## ABOUT THIS TASK
Copy every line from the records below that carries the word "nodes".

Dataset entries:
☆ ☆ ☆ ☆
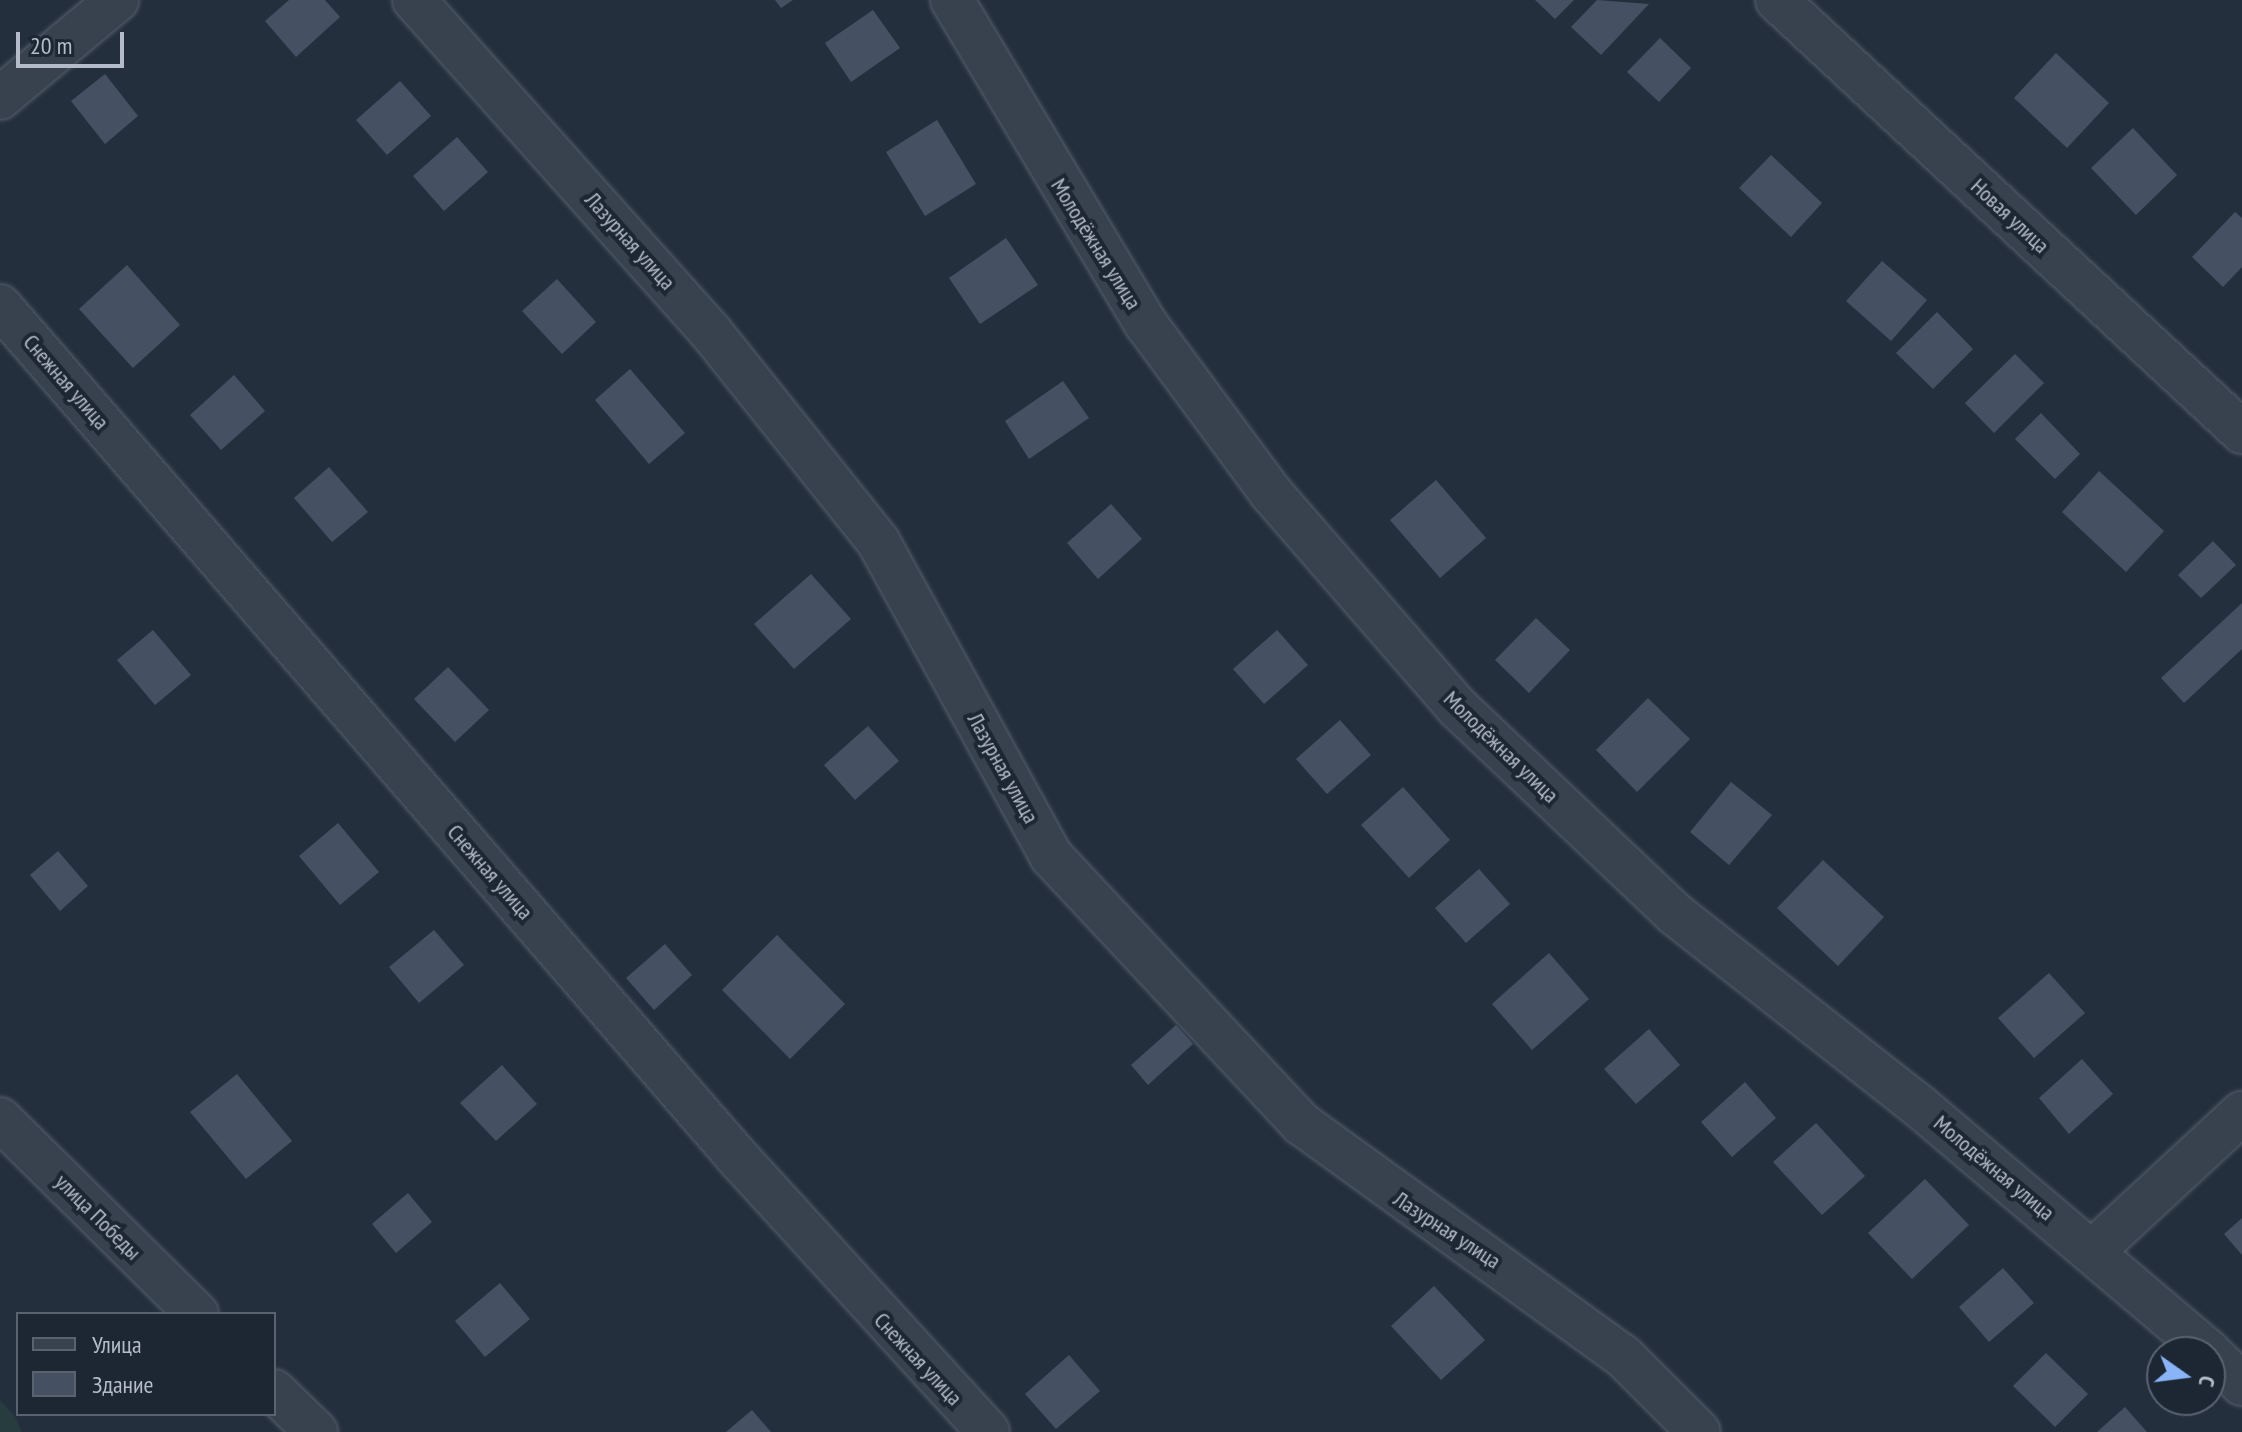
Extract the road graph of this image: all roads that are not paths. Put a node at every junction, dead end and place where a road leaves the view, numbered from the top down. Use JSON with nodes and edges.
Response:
{"nodes":[{"id":1,"x":117,"y":0,"type":"edge"},
{"id":2,"x":414,"y":0,"type":"edge"},
{"id":3,"x":952,"y":0,"type":"edge"},
{"id":4,"x":1777,"y":0,"type":"edge"},
{"id":5,"x":0,"y":98,"type":"edge"},
{"id":6,"x":0,"y":306,"type":"edge"},
{"id":7,"x":2242,"y":432,"type":"edge"},
{"id":8,"x":2242,"y":1113,"type":"edge"},
{"id":9,"x":0,"y":1119,"type":"edge"},
{"id":10,"x":2094,"y":1250,"type":"junction"},
{"id":11,"x":195,"y":1312,"type":"edge"},
{"id":12,"x":2190,"y":1336,"type":"edge"},
{"id":13,"x":2226,"y":1369,"type":"edge"},
{"id":14,"x":2242,"y":1384,"type":"edge"},
{"id":15,"x":276,"y":1393,"type":"edge"},
{"id":16,"x":316,"y":1432,"type":"edge"},
{"id":17,"x":988,"y":1432,"type":"edge"},
{"id":18,"x":1699,"y":1432,"type":"edge"}],
"edges":[{"from":1,"to":5,"type":"street"},
{"from":2,"to":18,"type":"street","name":"Лазурная улица"},
{"from":3,"to":10,"type":"street","name":"Молодёжная улица"},
{"from":4,"to":7,"type":"street","name":"Новая улица"},
{"from":6,"to":17,"type":"street","name":"Снежная улица"},
{"from":8,"to":10,"type":"street"},
{"from":9,"to":11,"type":"street","name":"улица Победы"},
{"from":10,"to":12,"type":"street","name":"Молодёжная улица"},
{"from":13,"to":14,"type":"street","name":"Молодёжная улица"},
{"from":15,"to":16,"type":"street"}]}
☆ ☆ ☆ ☆
## REPLY TO THE EXERCISE
Extract the road graph of this image: all roads that are not paths. Put a node at every junction, dead end and place where a road leaves the view, numbered from the top down. Use JSON with nodes and edges.
{"nodes":[{"id":1,"x":117,"y":0,"type":"edge"},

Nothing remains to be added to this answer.